Écrit le 20 mai 2014 par Horizons

Bruxelles veut clarifier la réglementation du bio

Le texte préparé par les services européens prévoit aussi une simplification et une clarification des règles de production et d’étiquetage, ainsi qu’une amélioration du système de contrôle et du régime d’importation afin de prévenir les fraudes.

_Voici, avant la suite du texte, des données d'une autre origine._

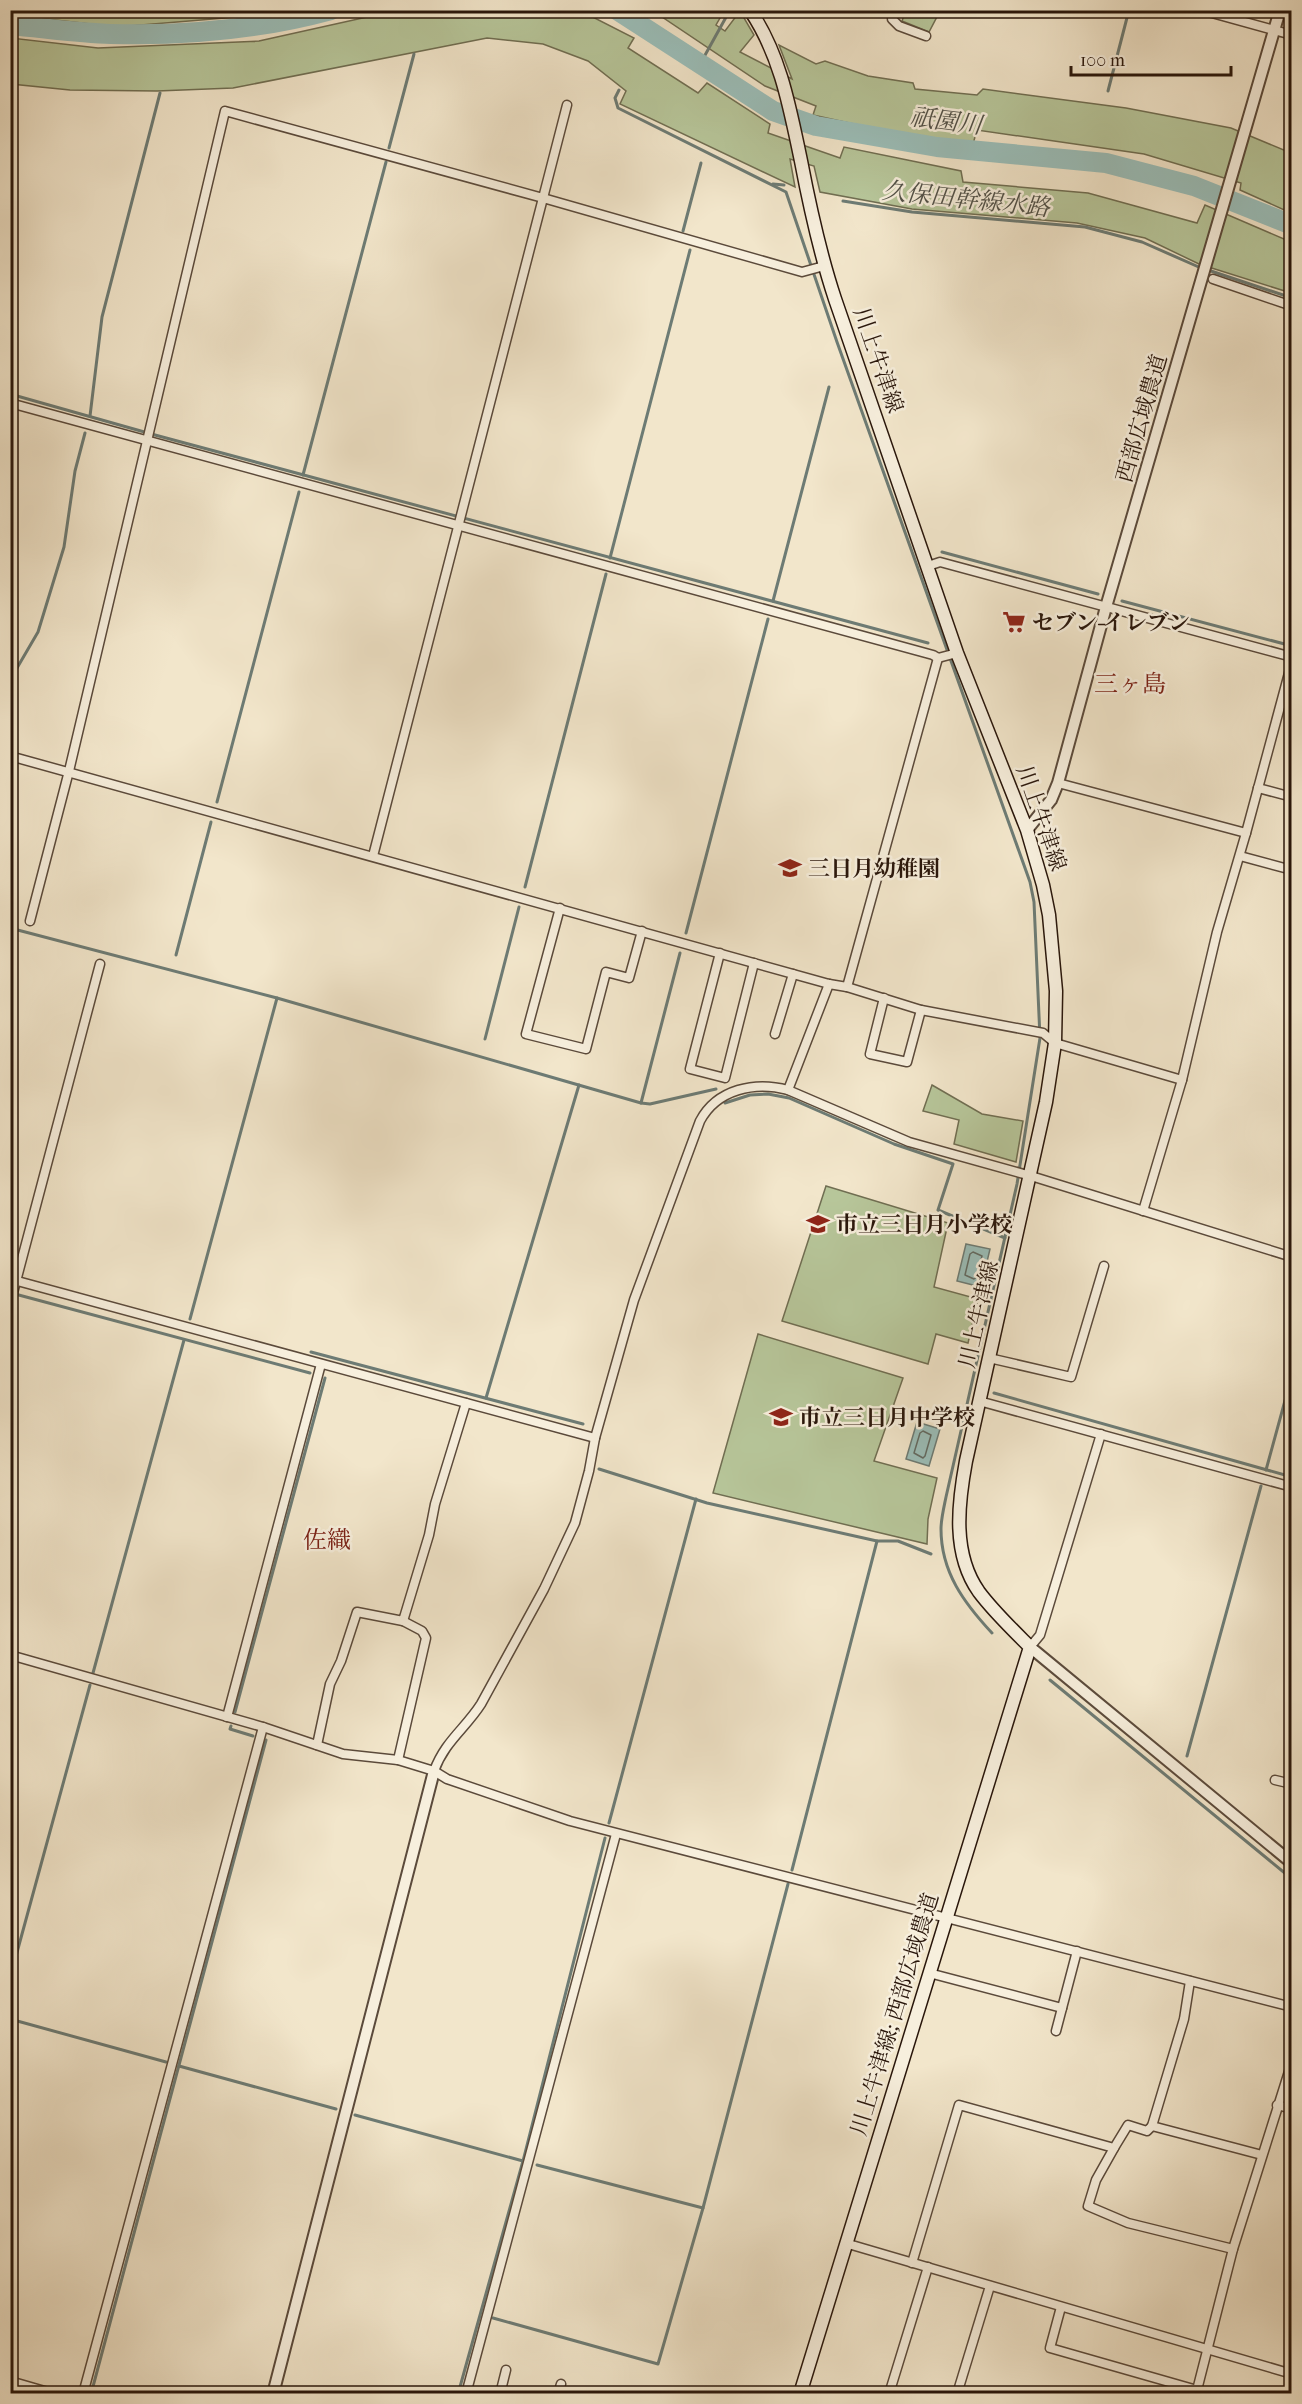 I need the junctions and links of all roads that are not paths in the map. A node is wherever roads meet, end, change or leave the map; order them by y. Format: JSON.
{"nodes":[{"id":1,"x":750,"y":10,"type":"edge"},
{"id":2,"x":893,"y":10,"type":"edge"},
{"id":3,"x":1202,"y":10,"type":"edge"},
{"id":4,"x":1280,"y":10,"type":"edge"},
{"id":5,"x":1274,"y":31,"type":"junction"},
{"id":6,"x":1292,"y":35,"type":"edge"},
{"id":7,"x":926,"y":36,"type":"dead end"},
{"id":8,"x":567,"y":105,"type":"dead end"},
{"id":9,"x":543,"y":198,"type":"junction"},
{"id":10,"x":824,"y":266,"type":"junction"},
{"id":11,"x":1213,"y":279,"type":"dead end"},
{"id":12,"x":1292,"y":306,"type":"edge"},
{"id":13,"x":10,"y":404,"type":"edge"},
{"id":14,"x":148,"y":441,"type":"junction"},
{"id":15,"x":459,"y":525,"type":"junction"},
{"id":16,"x":928,"y":566,"type":"junction"},
{"id":17,"x":1106,"y":607,"type":"junction"},
{"id":18,"x":957,"y":653,"type":"junction"},
{"id":19,"x":1292,"y":657,"type":"edge"},
{"id":20,"x":938,"y":658,"type":"junction"},
{"id":21,"x":1292,"y":662,"type":"edge"},
{"id":22,"x":10,"y":756,"type":"edge"},
{"id":23,"x":69,"y":771,"type":"junction"},
{"id":24,"x":1058,"y":783,"type":"junction"},
{"id":25,"x":1258,"y":788,"type":"junction"},
{"id":26,"x":1292,"y":797,"type":"edge"},
{"id":27,"x":1027,"y":830,"type":"junction"},
{"id":28,"x":1246,"y":833,"type":"junction"},
{"id":29,"x":373,"y":856,"type":"junction"},
{"id":30,"x":1240,"y":856,"type":"junction"},
{"id":31,"x":1292,"y":870,"type":"edge"},
{"id":32,"x":560,"y":908,"type":"junction"},
{"id":33,"x":30,"y":921,"type":"dead end"},
{"id":34,"x":642,"y":932,"type":"junction"},
{"id":35,"x":720,"y":953,"type":"junction"},
{"id":36,"x":754,"y":963,"type":"junction"},
{"id":37,"x":100,"y":964,"type":"dead end"},
{"id":38,"x":794,"y":974,"type":"junction"},
{"id":39,"x":830,"y":984,"type":"junction"},
{"id":40,"x":847,"y":987,"type":"junction"},
{"id":41,"x":884,"y":998,"type":"junction"},
{"id":42,"x":921,"y":1010,"type":"junction"},
{"id":43,"x":775,"y":1034,"type":"dead end"},
{"id":44,"x":1055,"y":1043,"type":"junction"},
{"id":45,"x":1182,"y":1080,"type":"junction"},
{"id":46,"x":788,"y":1090,"type":"junction"},
{"id":47,"x":1022,"y":1174,"type":"junction"},
{"id":48,"x":1143,"y":1211,"type":"junction"},
{"id":49,"x":1292,"y":1257,"type":"edge"},
{"id":50,"x":1104,"y":1266,"type":"dead end"},
{"id":51,"x":14,"y":1280,"type":"edge"},
{"id":52,"x":11,"y":1301,"type":"edge"},
{"id":53,"x":989,"y":1358,"type":"junction"},
{"id":54,"x":321,"y":1364,"type":"junction"},
{"id":55,"x":979,"y":1401,"type":"junction"},
{"id":56,"x":466,"y":1403,"type":"junction"},
{"id":57,"x":1101,"y":1434,"type":"junction"},
{"id":58,"x":595,"y":1438,"type":"junction"},
{"id":59,"x":1292,"y":1488,"type":"edge"},
{"id":60,"x":403,"y":1621,"type":"junction"},
{"id":61,"x":1030,"y":1647,"type":"junction"},
{"id":62,"x":10,"y":1656,"type":"edge"},
{"id":63,"x":227,"y":1717,"type":"junction"},
{"id":64,"x":263,"y":1727,"type":"junction"},
{"id":65,"x":317,"y":1745,"type":"junction"},
{"id":66,"x":398,"y":1760,"type":"junction"},
{"id":67,"x":434,"y":1771,"type":"junction"},
{"id":68,"x":1275,"y":1780,"type":"dead end"},
{"id":69,"x":1292,"y":1784,"type":"edge"},
{"id":70,"x":616,"y":1834,"type":"junction"},
{"id":71,"x":1292,"y":1863,"type":"edge"},
{"id":72,"x":946,"y":1918,"type":"junction"},
{"id":73,"x":1077,"y":1951,"type":"junction"},
{"id":74,"x":929,"y":1973,"type":"junction"},
{"id":75,"x":1190,"y":1981,"type":"junction"},
{"id":76,"x":1292,"y":2007,"type":"edge"},
{"id":77,"x":1062,"y":2008,"type":"junction"},
{"id":78,"x":1056,"y":2031,"type":"dead end"},
{"id":79,"x":1292,"y":2062,"type":"edge"},
{"id":80,"x":1277,"y":2106,"type":"junction"},
{"id":81,"x":1292,"y":2109,"type":"edge"},
{"id":82,"x":1152,"y":2126,"type":"junction"},
{"id":83,"x":1114,"y":2148,"type":"junction"},
{"id":84,"x":1262,"y":2155,"type":"junction"},
{"id":85,"x":845,"y":2243,"type":"junction"},
{"id":86,"x":1233,"y":2249,"type":"junction"},
{"id":87,"x":912,"y":2263,"type":"junction"},
{"id":88,"x":928,"y":2267,"type":"junction"},
{"id":89,"x":990,"y":2286,"type":"junction"},
{"id":90,"x":1061,"y":2307,"type":"junction"},
{"id":91,"x":1208,"y":2350,"type":"junction"},
{"id":92,"x":506,"y":2370,"type":"dead end"},
{"id":93,"x":1292,"y":2374,"type":"edge"},
{"id":94,"x":1292,"y":2379,"type":"edge"},
{"id":95,"x":10,"y":2381,"type":"edge"},
{"id":96,"x":561,"y":2384,"type":"dead end"},
{"id":97,"x":1197,"y":2392,"type":"edge"},
{"id":98,"x":55,"y":2394,"type":"edge"},
{"id":99,"x":83,"y":2394,"type":"edge"},
{"id":100,"x":273,"y":2394,"type":"edge"},
{"id":101,"x":466,"y":2394,"type":"edge"},
{"id":102,"x":500,"y":2394,"type":"edge"},
{"id":103,"x":558,"y":2394,"type":"edge"},
{"id":104,"x":800,"y":2394,"type":"edge"},
{"id":105,"x":889,"y":2394,"type":"edge"},
{"id":106,"x":957,"y":2394,"type":"edge"},
{"id":107,"x":1287,"y":2394,"type":"edge"}],
"edges":[{"from":1,"to":10,"type":"main road","name":"川上牛津線"},
{"from":2,"to":7,"type":"street"},
{"from":3,"to":5,"type":"street"},
{"from":4,"to":5,"type":"street","name":"西部広域農道"},
{"from":5,"to":6,"type":"street"},
{"from":5,"to":17,"type":"street","name":"西部広域農道"},
{"from":8,"to":9,"type":"street"},
{"from":9,"to":10,"type":"street"},
{"from":9,"to":14,"type":"street"},
{"from":9,"to":15,"type":"street"},
{"from":10,"to":16,"type":"main road","name":"川上牛津線"},
{"from":11,"to":12,"type":"street"},
{"from":13,"to":14,"type":"street"},
{"from":14,"to":15,"type":"street"},
{"from":14,"to":23,"type":"street"},
{"from":15,"to":20,"type":"street"},
{"from":15,"to":29,"type":"street"},
{"from":16,"to":17,"type":"street"},
{"from":16,"to":18,"type":"main road","name":"川上牛津線"},
{"from":17,"to":19,"type":"street"},
{"from":17,"to":24,"type":"street","name":"西部広域農道"},
{"from":18,"to":20,"type":"street"},
{"from":18,"to":27,"type":"main road","name":"川上牛津線"},
{"from":20,"to":40,"type":"street"},
{"from":21,"to":25,"type":"street"},
{"from":22,"to":23,"type":"street"},
{"from":23,"to":29,"type":"street"},
{"from":23,"to":33,"type":"street"},
{"from":24,"to":27,"type":"street","name":"西部広域農道"},
{"from":24,"to":28,"type":"street"},
{"from":25,"to":26,"type":"street"},
{"from":25,"to":28,"type":"street"},
{"from":27,"to":44,"type":"main road","name":"川上牛津線"},
{"from":28,"to":30,"type":"street"},
{"from":29,"to":32,"type":"street"},
{"from":30,"to":31,"type":"street"},
{"from":30,"to":45,"type":"street"},
{"from":32,"to":34,"type":"street"},
{"from":32,"to":34,"type":"street"},
{"from":34,"to":35,"type":"street"},
{"from":35,"to":36,"type":"street"},
{"from":35,"to":36,"type":"street"},
{"from":36,"to":38,"type":"street"},
{"from":37,"to":51,"type":"street"},
{"from":38,"to":39,"type":"street"},
{"from":38,"to":43,"type":"street"},
{"from":39,"to":40,"type":"street"},
{"from":39,"to":46,"type":"street"},
{"from":40,"to":41,"type":"street"},
{"from":41,"to":42,"type":"street"},
{"from":41,"to":42,"type":"street"},
{"from":42,"to":44,"type":"street"},
{"from":44,"to":45,"type":"street"},
{"from":44,"to":47,"type":"main road","name":"川上牛津線"},
{"from":45,"to":48,"type":"street"},
{"from":46,"to":47,"type":"street"},
{"from":46,"to":58,"type":"street"},
{"from":47,"to":48,"type":"street"},
{"from":47,"to":53,"type":"main road","name":"川上牛津線"},
{"from":48,"to":49,"type":"street"},
{"from":50,"to":53,"type":"street"},
{"from":51,"to":52,"type":"street"},
{"from":51,"to":54,"type":"street"},
{"from":53,"to":55,"type":"main road","name":"川上牛津線"},
{"from":54,"to":56,"type":"street"},
{"from":54,"to":63,"type":"street"},
{"from":55,"to":57,"type":"street"},
{"from":55,"to":61,"type":"main road","name":"川上牛津線"},
{"from":56,"to":58,"type":"street"},
{"from":56,"to":60,"type":"street"},
{"from":57,"to":59,"type":"street"},
{"from":57,"to":61,"type":"street"},
{"from":58,"to":67,"type":"street"},
{"from":60,"to":65,"type":"street"},
{"from":60,"to":66,"type":"street"},
{"from":61,"to":71,"type":"street"},
{"from":61,"to":72,"type":"main road","name":"川上牛津線; 西部広域農道"},
{"from":62,"to":63,"type":"street"},
{"from":63,"to":64,"type":"street"},
{"from":64,"to":65,"type":"street"},
{"from":64,"to":99,"type":"street"},
{"from":65,"to":66,"type":"street"},
{"from":66,"to":67,"type":"street"},
{"from":67,"to":70,"type":"street"},
{"from":67,"to":100,"type":"street"},
{"from":68,"to":69,"type":"street"},
{"from":70,"to":72,"type":"street"},
{"from":70,"to":101,"type":"street"},
{"from":72,"to":73,"type":"street"},
{"from":72,"to":74,"type":"main road","name":"川上牛津線; 西部広域農道"},
{"from":73,"to":75,"type":"street"},
{"from":73,"to":77,"type":"street"},
{"from":74,"to":77,"type":"street"},
{"from":74,"to":85,"type":"main road","name":"川上牛津線; 西部広域農道"},
{"from":75,"to":76,"type":"street"},
{"from":75,"to":82,"type":"street"},
{"from":77,"to":78,"type":"street"},
{"from":79,"to":80,"type":"street"},
{"from":80,"to":81,"type":"street"},
{"from":80,"to":84,"type":"street"},
{"from":82,"to":83,"type":"street"},
{"from":82,"to":84,"type":"street"},
{"from":83,"to":86,"type":"street"},
{"from":83,"to":87,"type":"street"},
{"from":84,"to":86,"type":"street"},
{"from":85,"to":87,"type":"street"},
{"from":85,"to":104,"type":"main road","name":"川上牛津線; 西部広域農道"},
{"from":86,"to":91,"type":"street"},
{"from":87,"to":88,"type":"street"},
{"from":88,"to":89,"type":"street"},
{"from":88,"to":105,"type":"street"},
{"from":89,"to":90,"type":"street"},
{"from":89,"to":106,"type":"street"},
{"from":90,"to":91,"type":"street"},
{"from":90,"to":97,"type":"street"},
{"from":91,"to":93,"type":"street"},
{"from":91,"to":97,"type":"street"},
{"from":92,"to":102,"type":"street"},
{"from":94,"to":107,"type":"street"},
{"from":95,"to":98,"type":"street"},
{"from":96,"to":103,"type":"street"}]}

Il ne remet pas en cause de fond en comble les dispositions, comme le craignaient de nombreux États membres tels l’Espagne, l’Allemagne ou encore l’Autriche.

Suppression des exceptions et dérogations

Prise en compte insuffisante de l’évolution des consommateurs et des préoccupations et attentes des citoyens, normes d’étiquetage trop compliquées, faiblesses du système de contrôle et du régime des échanges, législation trop complexe engendrant une charge administrative élevée et décourageant les petits agriculteurs : c’est pour pallier ces lacunes que, selon le projet de ses services, la Commission européenne compte adopter fin mars une proposition de révision du règlement de 2007 sur la production biologique et son étiquetage. Une révision indispensable car « ni l’offre domestique ni le cadre législatif n’ont suivi l’expansion de ce marché ».

Le projet de règlement qui sera soumis aux commissaires devrait avoir les résultats suivants, selon l’analyse d’impact des services européens : des perspectives de marché favorables, grâce à un renouvellement de la confiance du consommateur qui sera elle-même favorisée par la prise en compte des préoccupations actuelles de la société (gestion de l’environnement au niveau des transformateurs et du commerce, bien-être animal) ; la suppression des exceptions aux règles communautaires, qui devrait favoriser le développement des intrants biologiques, les semences en particulier ; des critères de production plus clairs et plus simples ; une concurrence plus équitable, grâce à une harmonisation renforcée des règles et au passage de l’équivalence à la conformité pour la reconnaissance des organes de contrôle des pays tiers ; une approche basée sur le niveau de risque pour améliorer l’efficacité des contrôles et contribuer ainsi, en même temps qu’un régime d’importation plus fiable, à la prévention des fraudes ; des conséquences positives sur l’environnement, grâce à l’abrogation des exceptions ; un meilleur bien-être animal grâce, là-aussi, à la suppression de dérogations, telles celle concernant l’attache des animaux.

Simplification et actes délégués

Autre objectif majeur du projet de texte : la simplification. Les dispositions concernant le champ d’application, les règles de production, l’étiquetage et les contrôles seront clarifiés. Les mesures inefficaces seront abolies. Le pouvoir de décision des Etats membres pour accorder des dérogations sera limité. Les règles d’étiquetage et le régime d’importation seront simplifiés, et il en va de même pour les exigences pour les petits producteurs avec, en particulier, l’introduction d’une certification de groupe.

37 des 135 obligations d’information aujourd’hui imposées aux opérateurs du secteur et aux administrations seront supprimées.
La révision du règlement de 2007 ouvre aussi la possibilité, en vertu du traité européen, de déléguer à la Commission le pouvoir d’arrêter certaines dispositions, par exemple pour adapter les règles applicables à l’élevage biologique : origine des animaux, bâtiments y compris les surfaces minimales intérieures et extérieures et le nombre maximum d’animaux par hectare, bonnes pratiques, reproduction, alimentation, prévention des maladies et traitements vétérinaires.

Critères et contrôles

Le projet de règlement, qui couvre une cinquantaine de pages et s’accompagne d’une annexe tout aussi longue détaillant les dispositions proposées, précise que les exceptions accordées pour l’instant seront supprimées, sauf si des mesures temporaires s’avèrent nécessaires à la suite d’une catastrophe. Les ingrédients agricoles utilisés dans la composition de produits transformés biologiques devront être exclusivement biologiques.

Toutes les dispositions relatives aux contrôles seront intégrées dans un seul texte législatif au titre de la proposition de la Commission sur les contrôles officiels des aliments et aliments pour animaux. L’utilisation de pesticides qui peuvent avoir des effets néfastes sur l’environnement, ou donner lieu à la présence de résidus dans les produits, sera fortement restreinte, la préférence devant être donnée aux techniques préventives qui ne font pas appel à des produits de protection des plantes. Certains de ces produits pourront être utilisés si ces techniques ne s’avèrent pas suffisantes, et seulement s’ils sont autorisés et employés dans les conditions fixées par le règlement.